Chronique

Bruno Schorp

Into the World

Bruno Schorp (b), Christophe Panzani (sax), Leonardo Montana (p), Gautier Garrigue (dms) + Nelson Veras (g), Charlotte Wassy (voc), Tony Paeleman (kb).

Label / Distribution : Shed Music

On se souvient de la vivacité des teintes du Colors Sextet de Bruno Schorp dans un album fort justement nommé Éveil [1]. Au cours des années passées, on a pu découvrir le métissage de son jeu et le spectre de ses inspirations – des compositeurs classiques aux musiques actuelles – par des collaborations multiples qui donnent aussi le tempo de projets en cours ou à venir : Éric Séva, Olivier Calmel, Tam de Villiers, Jean-Pierre Como, Christophe Panzani Large Ensemble avec Vincent Peirani, Pierre Perchaud et Antoine Paganotti…. Autant de bonnes raisons de ne pas être surpris par un accomplissement personnel et musical dont Into The World est le révélateur.

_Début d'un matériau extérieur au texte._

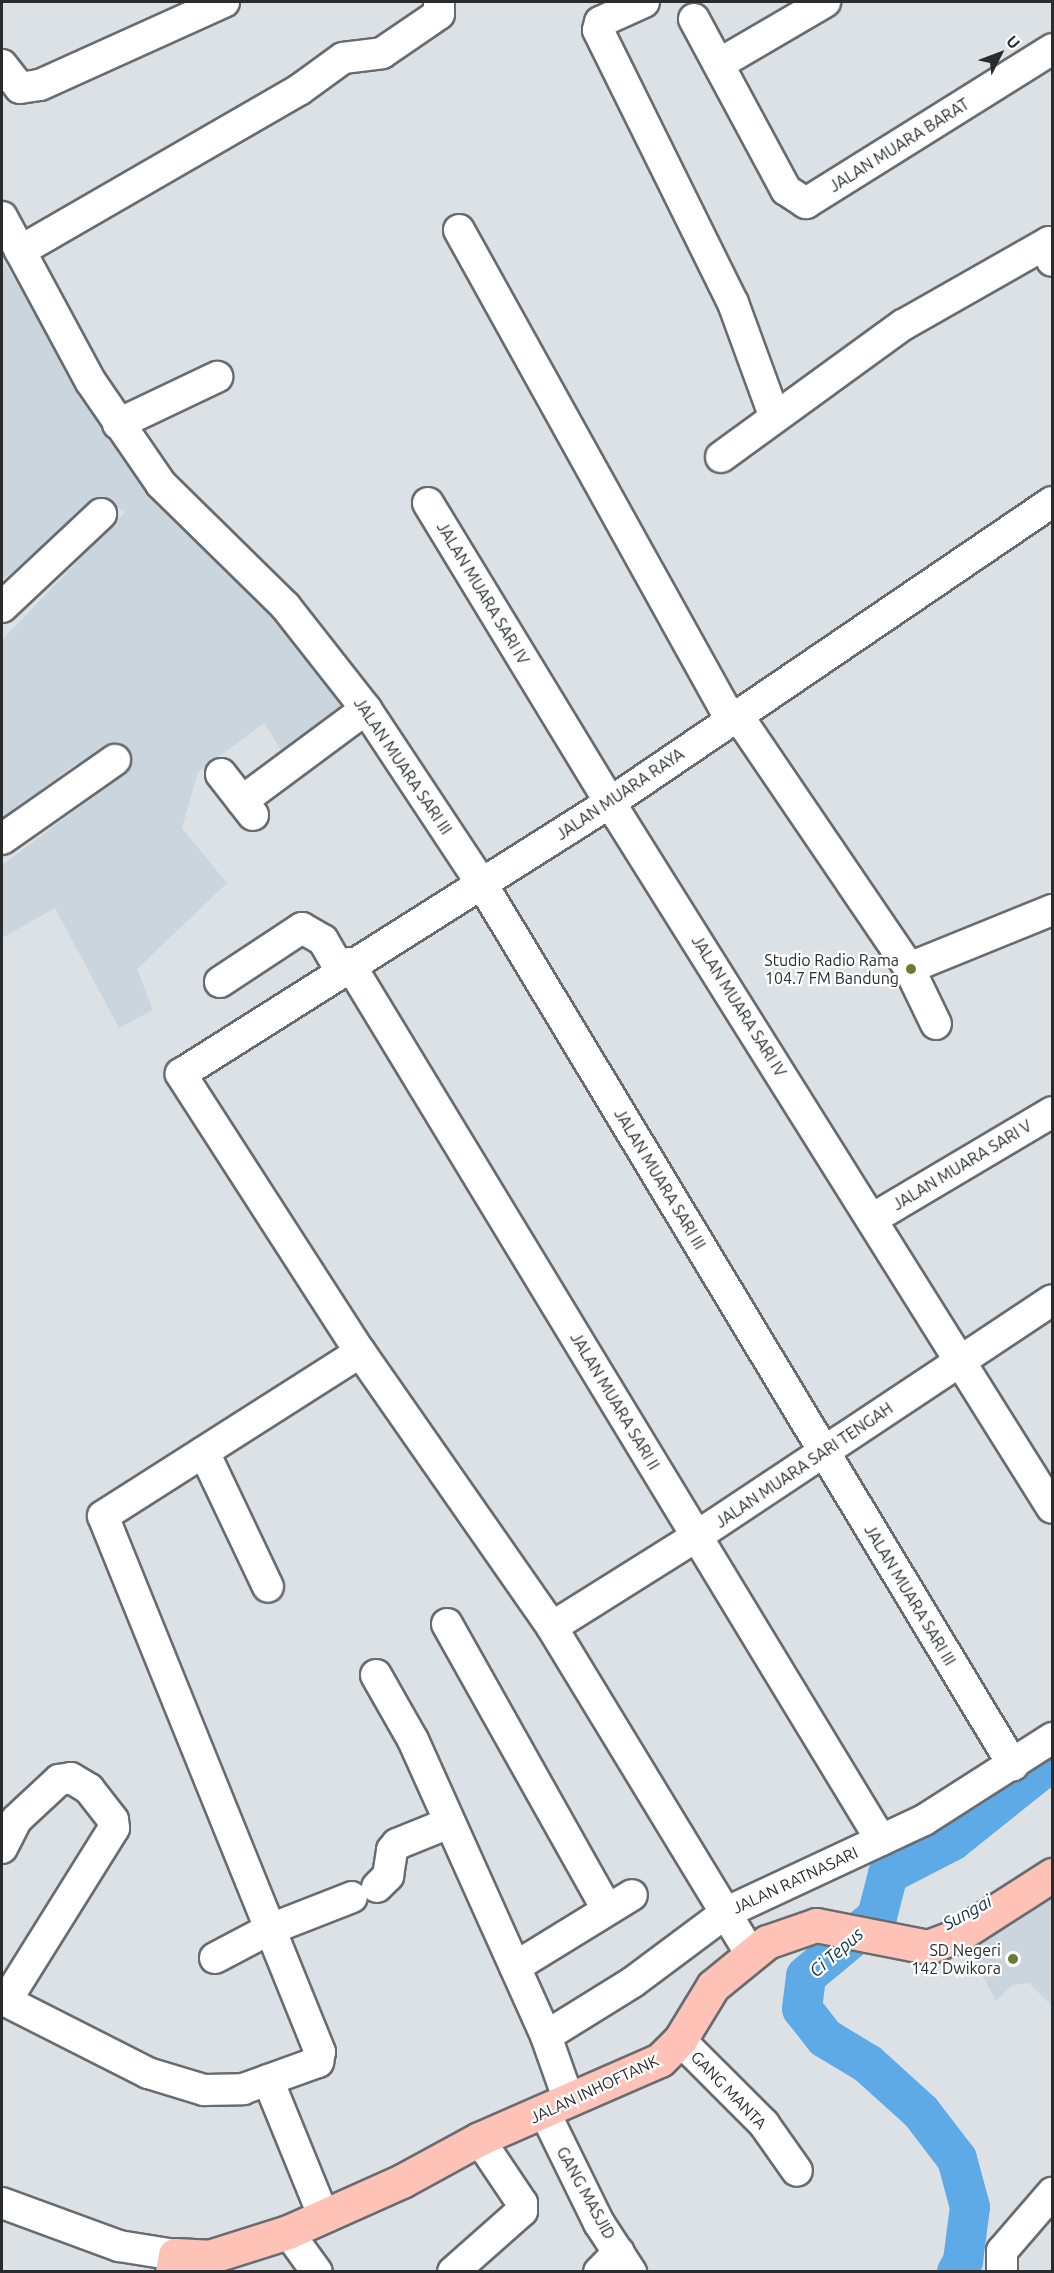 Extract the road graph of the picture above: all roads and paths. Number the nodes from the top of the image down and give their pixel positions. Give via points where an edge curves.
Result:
1 (224, 2) edge
2 (439, 2) edge
3 (644, 2) edge
4 (825, 2) edge
5 (694, 19) dead end
6 (1053, 50) edge
7 (2, 64) edge
8 (718, 64) junction
9 (2, 217) edge
10 (459, 230) dead end
11 (20, 251) junction
12 (1051, 251) edge
13 (217, 377) dead end
14 (774, 415) junction
15 (118, 424) junction
16 (722, 457) dead end
17 (1053, 502) edge
18 (428, 503) dead end
19 (101, 514) dead end
20 (2, 607) edge
21 (366, 709) junction
22 (734, 718) junction
23 (114, 760) dead end
24 (221, 774) dead end
25 (610, 802) junction
26 (2, 839) edge
27 (482, 884) junction
28 (1053, 910) edge
29 (345, 966) junction
30 (909, 968) junction
31 (220, 982) dead end
32 (936, 1024) dead end
33 (1053, 1112) edge
34 (872, 1219) junction
35 (1053, 1300) edge
36 (360, 1352) junction
37 (963, 1359) junction
38 (823, 1451) junction
39 (204, 1452) junction
40 (1053, 1508) edge
41 (697, 1536) junction
42 (268, 1587) dead end
43 (447, 1624) dead end
44 (552, 1627) junction
45 (376, 1675) dead end
46 (1053, 1738) edge
47 (1013, 1765) junction
48 (449, 1823) junction
49 (880, 1840) junction
50 (2, 1848) edge
51 (1053, 1875) edge
52 (268, 1930) junction
53 (740, 1935) junction
54 (215, 1958) dead end
55 (515, 1966) junction
56 (4, 2000) edge
57 (546, 2036) junction
58 (680, 2040) junction
59 (268, 2080) junction
60 (560, 2097) junction
61 (479, 2139) junction
62 (797, 2171) dead end
63 (1053, 2193) edge
64 (2, 2203) edge
65 (324, 2217) junction
66 (288, 2232) junction
67 (174, 2263) edge
68 (616, 2265) edge
69 (317, 2271) edge
70 (453, 2271) edge
71 (1002, 2271) edge

1 - 7 street via 40,85 20,88
2 - 11 street via 439,14 382,53 342,58 299,90
3 - 14 street via 600,22 598,30 733,303
4 - 8 street
5 - 8 street
6 - 8 street, JALAN MUARA BARAT via 806,202 786,190
9 - 11 street, JALAN MUARA SARI III
10 - 22 street
11 - 15 street, JALAN MUARA SARI III
12 - 14 street via 903,325
13 - 15 street
14 - 16 street
15 - 21 street, JALAN MUARA SARI III via 161,484 286,607
17 - 22 street, JALAN MUARA RAYA
18 - 25 street, JALAN MUARA SARI IV
19 - 20 street
21 - 24 street via 248,808
21 - 27 street, JALAN MUARA SARI III
22 - 25 street, JALAN MUARA RAYA
22 - 30 street
23 - 26 street
25 - 27 street, JALAN MUARA RAYA
25 - 34 street, JALAN MUARA SARI IV
27 - 29 street, JALAN MUARA RAYA
27 - 38 street, JALAN MUARA SARI III
28 - 30 street
29 - 31 street, JALAN MUARA SARI II via 323,940 302,928
29 - 36 street, JALAN MUARA RAYA via 181,1074
29 - 41 street, JALAN MUARA SARI II
30 - 32 street
33 - 34 street, JALAN MUARA SARI V
34 - 37 street, JALAN MUARA SARI IV
35 - 37 street, JALAN MUARA SARI TENGAH
36 - 39 street
36 - 44 street
37 - 38 street, JALAN MUARA SARI TENGAH
37 - 40 street, JALAN MUARA SARI IV
38 - 41 street, JALAN MUARA SARI TENGAH
38 - 47 street, JALAN MUARA SARI III
39 - 42 street
39 - 52 street via 103,1516
41 - 44 street, JALAN MUARA SARI TENGAH
41 - 49 street, JALAN MUARA SARI II
43 - 55 street via 619,1902
44 - 53 street
45 - 48 street, GANG MASJID via 412,1740
46 - 47 street, JALAN RATNASARI
47 - 49 street, JALAN RATNASARI via 924,1821
48 - 52 street via 397,1844 389,1861 388,1876 364,1892
48 - 55 street, GANG MASJID
49 - 53 street, JALAN RATNASARI
50 - 56 street via 16,1820 59,1780 71,1778 89,1789 113,1820 114,1828
51 - 53 main road, JALAN INHOFTANK via 957,1936 928,1947 816,1925
52 - 54 street
52 - 59 street via 320,2052 314,2065
53 - 57 street, JALAN RATNASARI via 633,1982
53 - 58 main road, JALAN INHOFTANK
55 - 57 street, GANG MASJID
56 - 59 street via 148,2073 226,2092
57 - 60 street, GANG MASJID
58 - 60 main road, JALAN INHOFTANK via 660,2060
58 - 62 street, GANG MANTA via 764,2124
59 - 65 street
60 - 61 main road, JALAN INHOFTANK
60 - 68 street, GANG MASJID via 568,2165
61 - 65 main road, JALAN INHOFTANK via 441,2162
61 - 70 street via 522,2203 519,2214
63 - 71 street via 1002,2251
64 - 67 street
65 - 66 main road, JALAN INHOFTANK
66 - 67 main road, JALAN INHOFTANK via 209,2257
66 - 69 street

Le contrebassiste s’avance comme un musicien du chant de l’âme. Celle d’un être posant sur le monde un regard empreint de douceur et de force mêlées, non sans une pointe de mélancolie, mais aussi de joie. Tout au long des neuf compositions de l’album (parmi lesquelles une reprise de « Travessia » signée Milton Nascimento), sa musique réflexive interroge le sens de la vie et lance un appel à notre soif de découverte. Elle est un voyage intérieur tout autant qu’en direction de pays lointains comme le Népal ou le Brésil. La vie est mouvement, le mouvement est vie.

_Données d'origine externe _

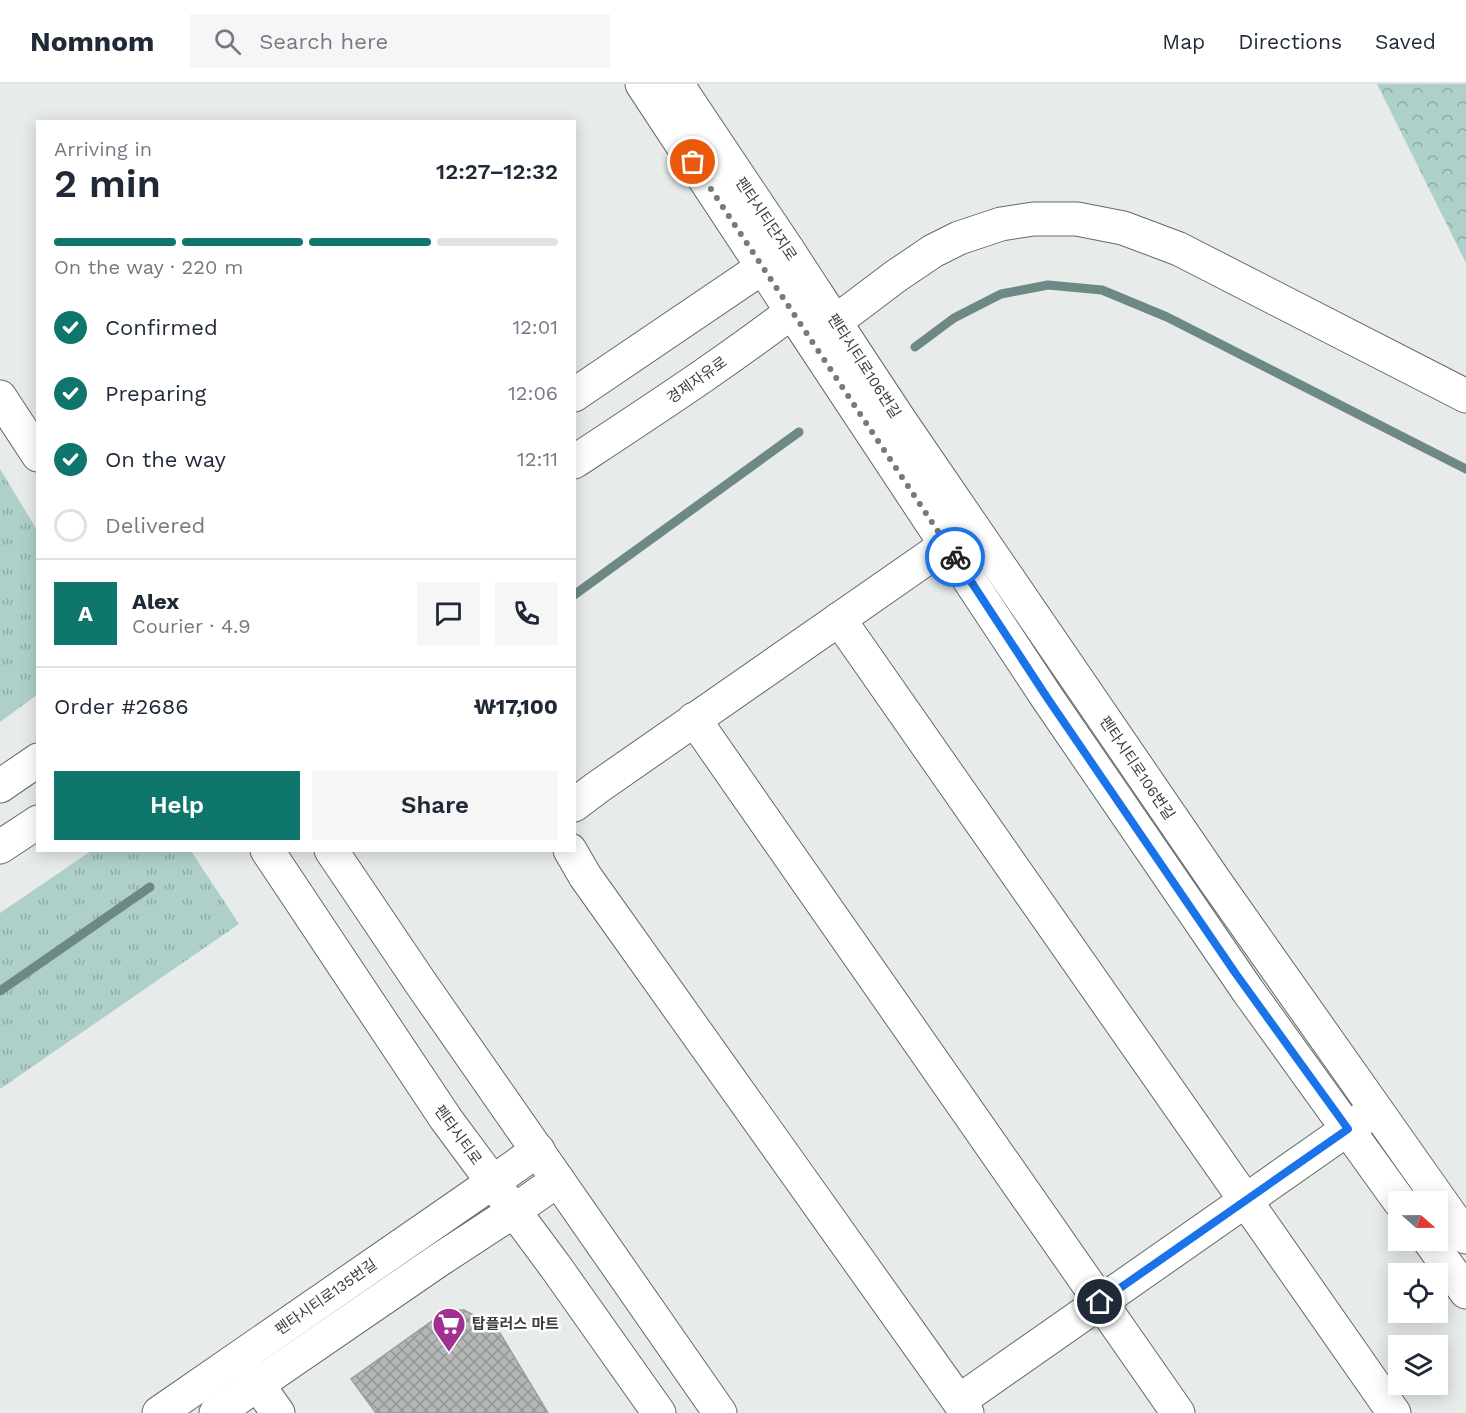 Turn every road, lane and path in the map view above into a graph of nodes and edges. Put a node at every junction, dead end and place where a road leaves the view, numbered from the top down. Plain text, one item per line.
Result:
1 (642, 84) edge
2 (677, 84) edge
3 (775, 258) junction
4 (804, 302) junction
5 (835, 322) junction
6 (576, 394) edge
7 (1466, 396) edge
8 (0, 397) edge
9 (36, 452) edge
10 (576, 461) edge
11 (959, 536) junction
12 (839, 619) junction
13 (694, 719) junction
14 (36, 761) edge
15 (0, 786) edge
16 (576, 804) edge
17 (36, 823) edge
18 (0, 847) edge
19 (268, 852) edge
20 (332, 852) edge
21 (571, 852) edge
22 (1376, 1110) junction
23 (1348, 1129) junction
24 (538, 1150) junction
25 (558, 1180) junction
26 (493, 1182) junction
27 (1392, 1191) edge
28 (1245, 1201) junction
29 (514, 1211) junction
30 (1466, 1237) edge
31 (1437, 1251) edge
32 (1466, 1292) edge
33 (1100, 1302) junction
34 (239, 1358) junction
35 (210, 1378) junction
36 (258, 1384) junction
37 (963, 1407) edge
38 (228, 1410) edge
39 (159, 1413) edge
40 (278, 1413) edge
41 (659, 1413) edge
42 (720, 1413) edge
43 (1178, 1413) edge
44 (1394, 1413) edge

1 - 3 street, 펜타시티단지로
2 - 3 street, 펜타시티단지로
3 - 4 street, 펜타시티로106번길
3 - 6 street
4 - 5 street, 펜타시티로106번길
4 - 10 street, 경제자유로
4 - 11 street, 펜타시티로106번길
5 - 7 street
5 - 11 street, 펜타시티로106번길
8 - 9 street
11 - 12 street
11 - 22 street, 펜타시티로106번길
11 - 23 street, 펜타시티로106번길
12 - 13 street
12 - 28 street
13 - 16 street
13 - 33 street
14 - 15 street
17 - 18 street
19 - 26 street, 펜타시티로
20 - 24 street
21 - 37 street
22 - 23 street
22 - 30 street, 펜타시티로106번길
23 - 27 street, 펜타시티로106번길
23 - 28 street
24 - 25 street
24 - 26 street, 펜타시티로135번길
25 - 29 street
25 - 42 street
26 - 29 street, 펜타시티로
26 - 34 street, 펜타시티로135번길
28 - 33 street
28 - 44 street
29 - 36 street
29 - 41 street, 펜타시티로
31 - 32 street
33 - 37 street
33 - 43 street
34 - 35 street, 펜타시티로135번길
34 - 36 street
35 - 38 street
35 - 39 street, 펜타시티로135번길
36 - 38 street
36 - 40 street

À ses côtés, quelques partenaires veillent avec la plus grande attention sur ce qu’il faut comprendre comme une réalisation. On retrouve parmi eux des musiciens qui ont créé le label Shed Music - sur lequel Into The World est publié - comme Christophe Panzani, dont le saxophone méditatif est source d’introspection, lui qui voici peu était en quête d’Âmes perdues. Leonardo Montana, autre fidèle compagnon, pose sur les touches de son piano des éclats de lumière. Gautier Garrigue est comme à son habitude un batteur de la suggestion et de la délicatesse des timbres. À ce trio, on ajoutera aux claviers celui dont on connaît par ailleurs les qualités d’agenceur du son, Tony Paeleman. Il faut mentionner aussi la spiritualité d’une guitare hors du temps, celle de Nelson Veras sans oublier la voix suspendue de Charlotte Wassy, qui magnifie le presque immobile « A Noite », signé Montana.

Les influences de Bruno Schorp sont revendiquées : difficile en effet de ne pas penser à Avishai Cohen à l’écoute d’une composition telle que « Le lien » ou aux ambiances in vivo de Weather Report sur « Katmandou ». Mais le contrebassiste fait d’abord entendre sa petite musique persistante à forte teneur mélodique. On vibre à Into The World avec d’autant plus d’intensité que le disque agit comme le filtre de nos propres émotions et sonde des questionnements existentiels. Bruno Schorp, voyageur contemplatif, a beau se présenter en leader, avec son nom « en haut de l’affiche », il sait que seule la force du collectif permet de regarder devant soi et considérer demain avec optimisme. On peut, sans prendre le moindre risque, avancer à ses côtés.